Exercise details = Output the records precisely as they stand. Pictures are to be skipped.

Data provided =
*** Begin section ***

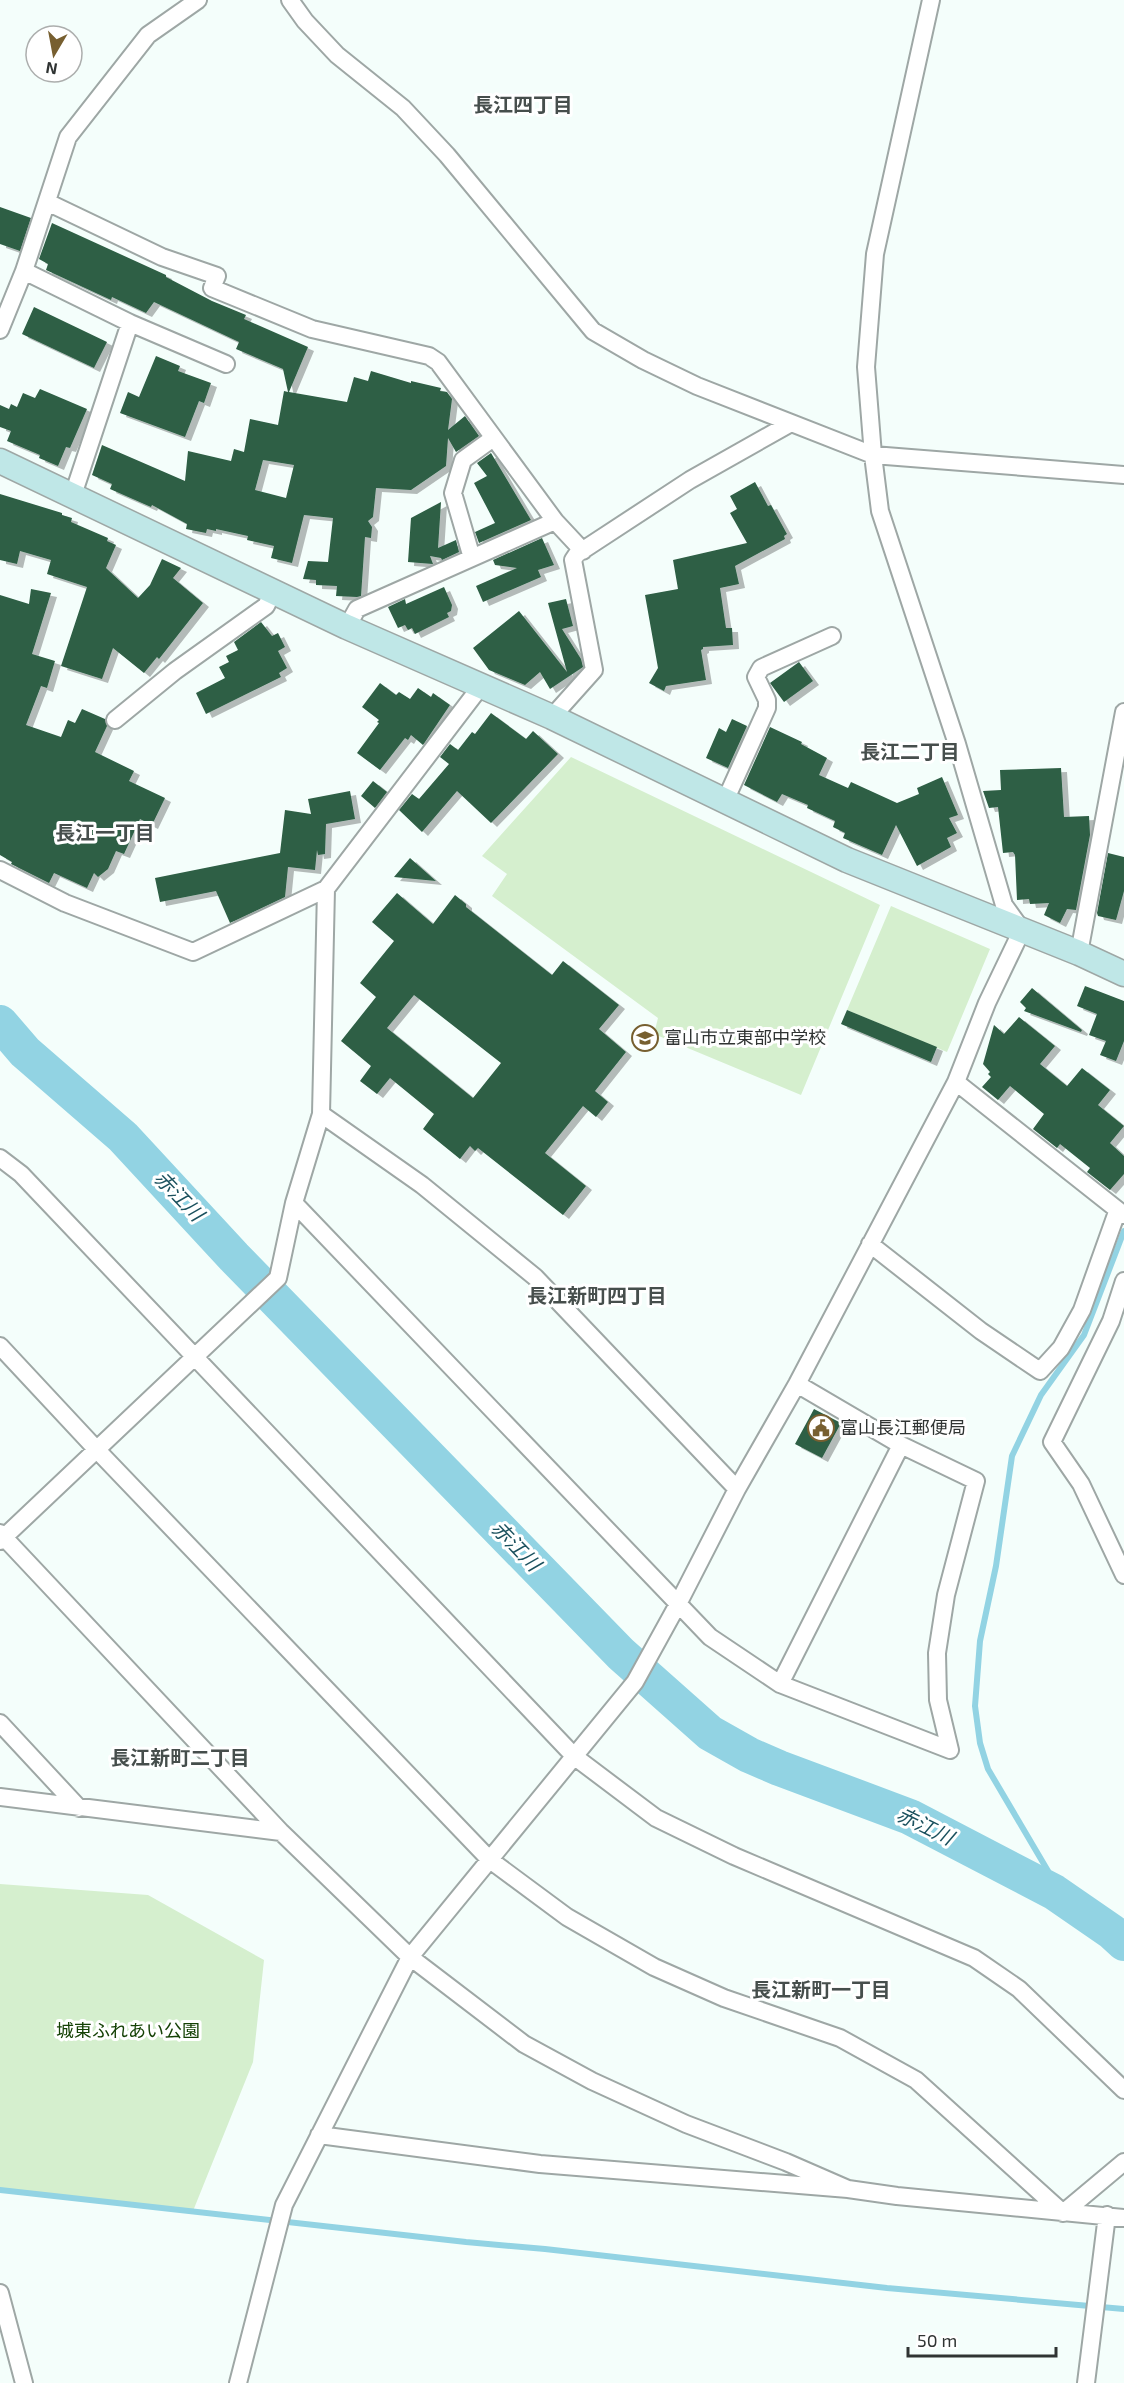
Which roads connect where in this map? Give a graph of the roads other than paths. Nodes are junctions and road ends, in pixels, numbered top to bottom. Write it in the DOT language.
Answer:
graph roads {
  1 [pos="198,0"];
  2 [pos="290,0"];
  3 [pos="931,0"];
  4 [pos="46,202"];
  5 [pos="24,271"];
  6 [pos="130,323"];
  7 [pos="0,330"];
  8 [pos="226,364"];
  9 [pos="791,423"];
  10 [pos="492,439"];
  11 [pos="873,455"];
  12 [pos="0,461"];
  13 [pos="1124,475"];
  14 [pos="73,495"];
  15 [pos="555,521"];
  16 [pos="583,550"];
  17 [pos="472,558"];
  18 [pos="273,592"];
  19 [pos="347,627"];
  20 [pos="832,636"];
  21 [pos="481,686"];
  22 [pos="1124,712"];
  23 [pos="552,717"];
  24 [pos="115,720"];
  25 [pos="725,801"];
  26 [pos="0,870"];
  27 [pos="326,888"];
  28 [pos="1022,930"];
  29 [pos="1079,953"];
  30 [pos="1124,975"];
  31 [pos="956,1082"];
  32 [pos="321,1114"];
  33 [pos="0,1158"];
  34 [pos="294,1203"];
  35 [pos="1121,1214"];
  36 [pos="870,1244"];
  37 [pos="1124,1281"];
  38 [pos="0,1346"];
  39 [pos="196,1358"];
  40 [pos="797,1384"];
  41 [pos="901,1445"];
  42 [pos="97,1450"];
  43 [pos="737,1489"];
  44 [pos="1,1537"];
  45 [pos="1124,1575"];
  46 [pos="678,1604"];
  47 [pos="780,1684"];
  48 [pos="0,1723"];
  49 [pos="575,1757"];
  50 [pos="0,1797"];
  51 [pos="79,1808"];
  52 [pos="281,1832"];
  53 [pos="490,1860"];
  54 [pos="410,1957"];
  55 [pos="1124,2090"];
  56 [pos="319,2135"];
  57 [pos="1124,2162"];
  58 [pos="849,2189"];
  59 [pos="1063,2213"];
  60 [pos="1107,2215"];
  61 [pos="1124,2218"];
  62 [pos="0,2293"];
  63 [pos="24,2383"];
  64 [pos="238,2383"];
  65 [pos="1086,2383"];
  1 -- 4 [label="street"];
  2 -- 9 [label="street"];
  3 -- 11 [label="street"];
  4 -- 5 [label="street"];
  4 -- 10 [label="street"];
  5 -- 6 [label="street"];
  5 -- 7 [label="street"];
  6 -- 8 [label="street"];
  6 -- 14 [label="street"];
  9 -- 11 [label="street"];
  9 -- 16 [label="street"];
  10 -- 15 [label="street"];
  10 -- 17 [label="street"];
  11 -- 13 [label="street"];
  11 -- 28 [label="street"];
  12 -- 14 [label="street"];
  14 -- 18 [label="street"];
  15 -- 16 [label="street"];
  15 -- 17 [label="street"];
  16 -- 23 [label="street"];
  17 -- 19 [label="street"];
  18 -- 19 [label="street"];
  18 -- 24 [label="street"];
  19 -- 21 [label="street"];
  20 -- 25 [label="street"];
  21 -- 23 [label="street"];
  21 -- 27 [label="street"];
  22 -- 29 [label="street"];
  23 -- 25 [label="street"];
  25 -- 28 [label="street"];
  26 -- 27 [label="street"];
  27 -- 32 [label="street"];
  28 -- 29 [label="street"];
  28 -- 31 [label="street"];
  29 -- 30 [label="street"];
  31 -- 35 [label="street"];
  31 -- 36 [label="street"];
  32 -- 34 [label="street"];
  32 -- 43 [label="street"];
  33 -- 39 [label="street"];
  34 -- 39 [label="street"];
  34 -- 46 [label="street"];
  35 -- 36 [label="street"];
  36 -- 40 [label="street"];
  37 -- 45 [label="street"];
  38 -- 42 [label="street"];
  39 -- 42 [label="street"];
  39 -- 49 [label="street"];
  40 -- 41 [label="street"];
  40 -- 43 [label="street"];
  41 -- 47 [label="street"];
  41 -- 47 [label="street"];
  42 -- 44 [label="street"];
  42 -- 53 [label="street"];
  43 -- 46 [label="street"];
  44 -- 52 [label="street"];
  46 -- 47 [label="street"];
  46 -- 49 [label="street"];
  48 -- 51 [label="street"];
  49 -- 53 [label="street"];
  49 -- 55 [label="street"];
  50 -- 51 [label="street"];
  51 -- 52 [label="street"];
  52 -- 54 [label="street"];
  53 -- 54 [label="street"];
  53 -- 59 [label="street"];
  54 -- 56 [label="street"];
  54 -- 58 [label="street"];
  56 -- 58 [label="street"];
  56 -- 64 [label="street"];
  57 -- 59 [label="street"];
  58 -- 59 [label="street"];
  59 -- 60 [label="street"];
  60 -- 61 [label="street"];
  60 -- 65 [label="street"];
  62 -- 63 [label="street"];
}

*** End section ***

Solution below =
Which roads connect where in this map? Give a graph of the roads other than paths. Nodes are junctions and road ends, in pixels, numbered top to bottom. Write it in the DOT language.
Answer:
graph roads {
  1 [pos="198,0"];
  2 [pos="290,0"];
  3 [pos="931,0"];
  4 [pos="46,202"];
  5 [pos="24,271"];
  6 [pos="130,323"];
  7 [pos="0,330"];
  8 [pos="226,364"];
  9 [pos="791,423"];
  10 [pos="492,439"];
  11 [pos="873,455"];
  12 [pos="0,461"];
  13 [pos="1124,475"];
  14 [pos="73,495"];
  15 [pos="555,521"];
  16 [pos="583,550"];
  17 [pos="472,558"];
  18 [pos="273,592"];
  19 [pos="347,627"];
  20 [pos="832,636"];
  21 [pos="481,686"];
  22 [pos="1124,712"];
  23 [pos="552,717"];
  24 [pos="115,720"];
  25 [pos="725,801"];
  26 [pos="0,870"];
  27 [pos="326,888"];
  28 [pos="1022,930"];
  29 [pos="1079,953"];
  30 [pos="1124,975"];
  31 [pos="956,1082"];
  32 [pos="321,1114"];
  33 [pos="0,1158"];
  34 [pos="294,1203"];
  35 [pos="1121,1214"];
  36 [pos="870,1244"];
  37 [pos="1124,1281"];
  38 [pos="0,1346"];
  39 [pos="196,1358"];
  40 [pos="797,1384"];
  41 [pos="901,1445"];
  42 [pos="97,1450"];
  43 [pos="737,1489"];
  44 [pos="1,1537"];
  45 [pos="1124,1575"];
  46 [pos="678,1604"];
  47 [pos="780,1684"];
  48 [pos="0,1723"];
  49 [pos="575,1757"];
  50 [pos="0,1797"];
  51 [pos="79,1808"];
  52 [pos="281,1832"];
  53 [pos="490,1860"];
  54 [pos="410,1957"];
  55 [pos="1124,2090"];
  56 [pos="319,2135"];
  57 [pos="1124,2162"];
  58 [pos="849,2189"];
  59 [pos="1063,2213"];
  60 [pos="1107,2215"];
  61 [pos="1124,2218"];
  62 [pos="0,2293"];
  63 [pos="24,2383"];
  64 [pos="238,2383"];
  65 [pos="1086,2383"];
  1 -- 4 [label="street"];
  2 -- 9 [label="street"];
  3 -- 11 [label="street"];
  4 -- 5 [label="street"];
  4 -- 10 [label="street"];
  5 -- 6 [label="street"];
  5 -- 7 [label="street"];
  6 -- 8 [label="street"];
  6 -- 14 [label="street"];
  9 -- 11 [label="street"];
  9 -- 16 [label="street"];
  10 -- 15 [label="street"];
  10 -- 17 [label="street"];
  11 -- 13 [label="street"];
  11 -- 28 [label="street"];
  12 -- 14 [label="street"];
  14 -- 18 [label="street"];
  15 -- 16 [label="street"];
  15 -- 17 [label="street"];
  16 -- 23 [label="street"];
  17 -- 19 [label="street"];
  18 -- 19 [label="street"];
  18 -- 24 [label="street"];
  19 -- 21 [label="street"];
  20 -- 25 [label="street"];
  21 -- 23 [label="street"];
  21 -- 27 [label="street"];
  22 -- 29 [label="street"];
  23 -- 25 [label="street"];
  25 -- 28 [label="street"];
  26 -- 27 [label="street"];
  27 -- 32 [label="street"];
  28 -- 29 [label="street"];
  28 -- 31 [label="street"];
  29 -- 30 [label="street"];
  31 -- 35 [label="street"];
  31 -- 36 [label="street"];
  32 -- 34 [label="street"];
  32 -- 43 [label="street"];
  33 -- 39 [label="street"];
  34 -- 39 [label="street"];
  34 -- 46 [label="street"];
  35 -- 36 [label="street"];
  36 -- 40 [label="street"];
  37 -- 45 [label="street"];
  38 -- 42 [label="street"];
  39 -- 42 [label="street"];
  39 -- 49 [label="street"];
  40 -- 41 [label="street"];
  40 -- 43 [label="street"];
  41 -- 47 [label="street"];
  41 -- 47 [label="street"];
  42 -- 44 [label="street"];
  42 -- 53 [label="street"];
  43 -- 46 [label="street"];
  44 -- 52 [label="street"];
  46 -- 47 [label="street"];
  46 -- 49 [label="street"];
  48 -- 51 [label="street"];
  49 -- 53 [label="street"];
  49 -- 55 [label="street"];
  50 -- 51 [label="street"];
  51 -- 52 [label="street"];
  52 -- 54 [label="street"];
  53 -- 54 [label="street"];
  53 -- 59 [label="street"];
  54 -- 56 [label="street"];
  54 -- 58 [label="street"];
  56 -- 58 [label="street"];
  56 -- 64 [label="street"];
  57 -- 59 [label="street"];
  58 -- 59 [label="street"];
  59 -- 60 [label="street"];
  60 -- 61 [label="street"];
  60 -- 65 [label="street"];
  62 -- 63 [label="street"];
}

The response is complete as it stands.